As a member or manager of a limited liability company (LLC), you may owe duties of trust, known as fiduciary duties, to the LLC. With LLCs, it is important to be able to trust and rely upon those in charge of managing the LLC to promote the interest of the LLC above their own or some outside interest. Whether or not someone owes a fiduciary duty to the LLC and its members will depend on whether that person has responsibilities for managing or running the LLC. Some LLCs are member-managed, meaning all the members share in the management of the LLC. Others are manager-managed, meaning the LLC members appoint someone (either an LLC member or nonmember) to run the business. A member's fiduciary duty will depend on whether the LLC is member- or manager-managed and whether the LLC member has any management responsibilities.
There are two key fiduciary duties owed to an LLC; the duty of loyalty and the duty of care. Below you will find issues to consider in determining the nature of your fiduciary duties to an LLC.
Under the duty of loyalty, a member or manager is supposed to put the success of and benefits to the LLC above any personal or individual advantages.
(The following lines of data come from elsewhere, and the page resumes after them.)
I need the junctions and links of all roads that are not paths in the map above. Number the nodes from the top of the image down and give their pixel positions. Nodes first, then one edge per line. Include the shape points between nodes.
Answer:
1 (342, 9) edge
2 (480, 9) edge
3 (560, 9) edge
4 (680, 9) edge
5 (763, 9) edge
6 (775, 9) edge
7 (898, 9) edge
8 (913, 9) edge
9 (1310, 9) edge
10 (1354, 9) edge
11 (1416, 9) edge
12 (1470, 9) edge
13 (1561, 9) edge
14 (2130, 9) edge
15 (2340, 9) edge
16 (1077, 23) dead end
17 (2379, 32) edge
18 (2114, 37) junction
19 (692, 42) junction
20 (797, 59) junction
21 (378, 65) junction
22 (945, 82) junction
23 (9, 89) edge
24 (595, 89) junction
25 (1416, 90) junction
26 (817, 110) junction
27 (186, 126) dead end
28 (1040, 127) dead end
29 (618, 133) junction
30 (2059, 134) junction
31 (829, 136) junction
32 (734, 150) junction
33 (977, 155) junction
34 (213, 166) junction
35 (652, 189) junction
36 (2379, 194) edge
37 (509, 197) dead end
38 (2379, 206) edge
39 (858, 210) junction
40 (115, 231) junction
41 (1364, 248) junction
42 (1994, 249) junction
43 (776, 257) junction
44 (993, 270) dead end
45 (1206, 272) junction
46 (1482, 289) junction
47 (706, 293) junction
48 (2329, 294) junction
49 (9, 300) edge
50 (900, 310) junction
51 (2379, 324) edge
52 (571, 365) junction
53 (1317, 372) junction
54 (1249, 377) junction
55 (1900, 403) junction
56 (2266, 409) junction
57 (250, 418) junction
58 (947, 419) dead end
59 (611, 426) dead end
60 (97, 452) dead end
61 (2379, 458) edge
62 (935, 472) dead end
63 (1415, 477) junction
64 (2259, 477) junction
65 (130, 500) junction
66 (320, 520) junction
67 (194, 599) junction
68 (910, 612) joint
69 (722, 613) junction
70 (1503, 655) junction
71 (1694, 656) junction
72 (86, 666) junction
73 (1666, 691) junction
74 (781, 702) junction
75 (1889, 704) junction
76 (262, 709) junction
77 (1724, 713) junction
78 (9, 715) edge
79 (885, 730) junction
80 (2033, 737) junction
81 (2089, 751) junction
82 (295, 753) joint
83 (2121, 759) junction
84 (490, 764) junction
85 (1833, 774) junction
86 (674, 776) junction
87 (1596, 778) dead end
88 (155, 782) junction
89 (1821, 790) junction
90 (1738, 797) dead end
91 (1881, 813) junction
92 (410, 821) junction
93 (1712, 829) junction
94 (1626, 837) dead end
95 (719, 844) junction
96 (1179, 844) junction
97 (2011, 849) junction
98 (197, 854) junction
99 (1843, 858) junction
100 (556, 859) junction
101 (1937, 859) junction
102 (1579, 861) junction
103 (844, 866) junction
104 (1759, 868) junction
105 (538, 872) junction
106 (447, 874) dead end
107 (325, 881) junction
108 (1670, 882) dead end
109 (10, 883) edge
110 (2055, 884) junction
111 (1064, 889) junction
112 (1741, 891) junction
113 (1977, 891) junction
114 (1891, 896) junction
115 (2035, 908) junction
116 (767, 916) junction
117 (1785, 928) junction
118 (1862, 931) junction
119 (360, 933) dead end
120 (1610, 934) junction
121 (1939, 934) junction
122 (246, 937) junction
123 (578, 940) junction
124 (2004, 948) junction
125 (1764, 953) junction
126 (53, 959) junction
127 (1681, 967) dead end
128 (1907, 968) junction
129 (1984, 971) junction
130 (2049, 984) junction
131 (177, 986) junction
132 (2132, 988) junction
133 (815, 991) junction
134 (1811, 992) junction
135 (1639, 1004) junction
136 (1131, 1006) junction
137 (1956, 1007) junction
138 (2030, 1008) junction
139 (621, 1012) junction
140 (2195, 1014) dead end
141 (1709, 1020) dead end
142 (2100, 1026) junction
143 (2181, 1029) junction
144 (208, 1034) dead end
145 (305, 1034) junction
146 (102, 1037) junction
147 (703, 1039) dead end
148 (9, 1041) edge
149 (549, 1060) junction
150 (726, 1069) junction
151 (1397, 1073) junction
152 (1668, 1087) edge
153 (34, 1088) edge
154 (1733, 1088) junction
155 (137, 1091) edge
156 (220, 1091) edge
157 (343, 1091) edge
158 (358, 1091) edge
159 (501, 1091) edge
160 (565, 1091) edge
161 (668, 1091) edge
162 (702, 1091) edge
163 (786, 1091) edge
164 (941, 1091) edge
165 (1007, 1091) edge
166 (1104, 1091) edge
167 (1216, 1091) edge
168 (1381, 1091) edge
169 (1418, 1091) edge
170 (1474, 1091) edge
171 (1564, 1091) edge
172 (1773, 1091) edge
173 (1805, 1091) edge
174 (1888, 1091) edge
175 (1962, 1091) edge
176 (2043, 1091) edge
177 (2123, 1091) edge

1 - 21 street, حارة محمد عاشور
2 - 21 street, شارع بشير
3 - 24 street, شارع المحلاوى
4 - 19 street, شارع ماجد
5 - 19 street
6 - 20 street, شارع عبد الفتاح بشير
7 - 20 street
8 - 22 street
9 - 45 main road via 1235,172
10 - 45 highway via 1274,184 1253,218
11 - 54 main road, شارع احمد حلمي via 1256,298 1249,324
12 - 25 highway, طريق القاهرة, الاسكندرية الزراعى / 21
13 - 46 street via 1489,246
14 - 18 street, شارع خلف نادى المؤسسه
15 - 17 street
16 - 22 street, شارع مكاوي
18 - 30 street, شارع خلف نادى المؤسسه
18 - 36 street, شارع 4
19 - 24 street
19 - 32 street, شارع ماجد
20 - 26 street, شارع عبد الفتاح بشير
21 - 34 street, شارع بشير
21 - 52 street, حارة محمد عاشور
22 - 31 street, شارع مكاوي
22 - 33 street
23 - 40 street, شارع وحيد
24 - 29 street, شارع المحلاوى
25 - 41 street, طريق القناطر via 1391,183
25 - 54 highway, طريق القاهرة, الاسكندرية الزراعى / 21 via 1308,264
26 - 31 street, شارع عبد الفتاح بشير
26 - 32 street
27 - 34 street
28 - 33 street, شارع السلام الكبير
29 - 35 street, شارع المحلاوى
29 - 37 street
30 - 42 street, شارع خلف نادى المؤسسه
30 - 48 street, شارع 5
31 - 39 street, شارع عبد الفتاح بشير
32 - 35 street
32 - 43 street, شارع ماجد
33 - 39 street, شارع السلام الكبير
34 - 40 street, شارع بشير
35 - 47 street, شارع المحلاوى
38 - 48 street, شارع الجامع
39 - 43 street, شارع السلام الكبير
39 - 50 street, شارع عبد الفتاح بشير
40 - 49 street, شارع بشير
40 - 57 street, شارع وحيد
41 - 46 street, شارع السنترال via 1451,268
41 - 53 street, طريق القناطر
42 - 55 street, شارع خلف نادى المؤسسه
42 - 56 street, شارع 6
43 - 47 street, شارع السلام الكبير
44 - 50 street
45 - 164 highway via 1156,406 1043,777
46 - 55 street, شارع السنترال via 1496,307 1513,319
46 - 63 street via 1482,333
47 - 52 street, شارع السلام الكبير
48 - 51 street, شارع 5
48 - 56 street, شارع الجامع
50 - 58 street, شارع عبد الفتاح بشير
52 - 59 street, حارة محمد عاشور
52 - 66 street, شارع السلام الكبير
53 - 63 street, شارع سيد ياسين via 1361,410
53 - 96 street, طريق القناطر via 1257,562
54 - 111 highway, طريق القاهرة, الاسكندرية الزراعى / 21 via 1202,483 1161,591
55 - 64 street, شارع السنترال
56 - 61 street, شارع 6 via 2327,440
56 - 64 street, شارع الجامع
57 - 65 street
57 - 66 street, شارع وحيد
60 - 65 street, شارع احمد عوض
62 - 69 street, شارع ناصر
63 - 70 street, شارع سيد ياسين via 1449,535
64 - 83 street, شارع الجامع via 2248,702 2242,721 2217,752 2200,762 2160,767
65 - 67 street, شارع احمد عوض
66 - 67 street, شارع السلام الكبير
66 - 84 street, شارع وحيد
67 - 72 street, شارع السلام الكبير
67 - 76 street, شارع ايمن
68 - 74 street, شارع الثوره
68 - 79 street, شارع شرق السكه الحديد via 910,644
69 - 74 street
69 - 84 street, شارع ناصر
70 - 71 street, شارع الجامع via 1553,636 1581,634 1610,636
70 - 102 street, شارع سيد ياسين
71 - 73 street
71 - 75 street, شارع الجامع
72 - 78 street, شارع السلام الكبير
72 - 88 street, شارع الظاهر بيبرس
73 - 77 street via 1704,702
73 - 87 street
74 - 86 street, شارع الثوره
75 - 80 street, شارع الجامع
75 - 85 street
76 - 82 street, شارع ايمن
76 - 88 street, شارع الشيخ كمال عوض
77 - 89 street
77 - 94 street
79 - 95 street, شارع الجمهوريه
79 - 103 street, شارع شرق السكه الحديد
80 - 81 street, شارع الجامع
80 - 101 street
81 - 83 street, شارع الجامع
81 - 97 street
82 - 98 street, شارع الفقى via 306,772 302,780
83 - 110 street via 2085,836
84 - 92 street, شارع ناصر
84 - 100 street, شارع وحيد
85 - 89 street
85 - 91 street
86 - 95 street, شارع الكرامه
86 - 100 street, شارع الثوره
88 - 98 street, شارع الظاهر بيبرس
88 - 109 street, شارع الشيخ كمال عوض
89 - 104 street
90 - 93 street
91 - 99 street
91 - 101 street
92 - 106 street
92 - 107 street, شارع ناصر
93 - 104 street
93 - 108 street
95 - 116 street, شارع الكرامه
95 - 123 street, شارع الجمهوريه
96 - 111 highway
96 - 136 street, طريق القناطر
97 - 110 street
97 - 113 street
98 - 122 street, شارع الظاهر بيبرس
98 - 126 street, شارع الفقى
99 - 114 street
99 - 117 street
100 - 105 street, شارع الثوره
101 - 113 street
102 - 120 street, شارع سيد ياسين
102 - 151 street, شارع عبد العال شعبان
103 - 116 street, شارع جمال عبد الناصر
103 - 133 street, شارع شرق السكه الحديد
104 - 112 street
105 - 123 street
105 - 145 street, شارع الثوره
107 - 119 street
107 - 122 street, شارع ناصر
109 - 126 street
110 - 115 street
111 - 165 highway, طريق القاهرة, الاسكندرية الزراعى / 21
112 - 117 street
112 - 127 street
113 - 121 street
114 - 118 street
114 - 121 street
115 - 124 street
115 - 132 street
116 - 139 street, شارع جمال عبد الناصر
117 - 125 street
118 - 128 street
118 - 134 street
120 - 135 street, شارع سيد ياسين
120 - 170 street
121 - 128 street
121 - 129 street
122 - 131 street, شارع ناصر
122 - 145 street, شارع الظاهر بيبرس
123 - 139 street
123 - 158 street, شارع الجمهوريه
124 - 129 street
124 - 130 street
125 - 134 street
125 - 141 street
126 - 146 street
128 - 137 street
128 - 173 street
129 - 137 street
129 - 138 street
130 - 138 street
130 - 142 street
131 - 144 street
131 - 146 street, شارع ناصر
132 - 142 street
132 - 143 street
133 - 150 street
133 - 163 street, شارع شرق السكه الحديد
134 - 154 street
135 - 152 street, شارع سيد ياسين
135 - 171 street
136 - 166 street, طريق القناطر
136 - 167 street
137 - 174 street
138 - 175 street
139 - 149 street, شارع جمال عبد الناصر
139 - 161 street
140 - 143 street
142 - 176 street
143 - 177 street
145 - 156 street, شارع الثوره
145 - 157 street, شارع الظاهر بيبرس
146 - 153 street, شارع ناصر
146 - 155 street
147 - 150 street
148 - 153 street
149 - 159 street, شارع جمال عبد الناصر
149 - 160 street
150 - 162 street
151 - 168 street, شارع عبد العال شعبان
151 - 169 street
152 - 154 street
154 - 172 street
In showing loyalty to the LLC, the person must act honestly in any dealings with the LLC and avoid any conflicts of interest between the LLC’s objectives and their own personal goals. As part of the duty of loyalty, a person may not take secret advantage of any LLC business opportunities, amass secret profits from the LLC’s commercial activities, or compete directly with the LLC. For example, if you learn about a lucrative investment opportunity through your dealings with your LLC, you may not try to usurp that investment for your personal gain. In some instances, you may be allowed to receive a benefit from LLC opportunities as long as you've given prior full disclosure to and received approval from the LLC.
The duty of care requires that members or owners act in good faith and exercise reasonable care in carrying out their obligations to and directing the activities of the LLC. For example, if your LLC is considering a real estate purchase, you are obligated to act responsibly and in a reasonably prudent manner in assessing and advising the LLC about the potential transaction. Under the business judgment rule, you are typically not liable for business decisions made in good faith and with reasonable care that turn out to adversely impact the LLC.
Most states spell out fiduciary duties by statute or they are clear through judicial decisions. Some states do not allow members or managers to restrict or eliminate these fiduciary duties. Others do allow members or managers to alter or eliminate their fiduciary duties by separate contract or under the terms of the operating agreement which spells out the authority of members or managers to operate the LLC. You may wish to consult an attorney to determine whether or not your state statutes or case law permits LLC fiduciary duties to be reduced, expanded, or excluded by party agreement.
In some cases, LLC members may decide to participate in the management of their LLC. Those LLC members who operate the business owe the fiduciary duties of loyalty and reasonable care to the non-managing LLC owners. Depending upon your state, LLC members may be able to revise, broaden, or eliminate these fiduciary duties by contract or under the conditions of their LLC operating agreement.
LLC owners may decide to delegate their duties to direct their LLC to an outside manager who may be one of the LLC members or a non-owner of the LLC. In this instance, LLC owners who do not manage the LLC normally do not owe the fiduciary duties to each other. However, any external managers that operate the LLC must comply with these fiduciary obligations. If allowed under your state’s statutes or case law, your manager’s fiduciary duties may be modified or removed by contract or under the provisions of the operating agreement.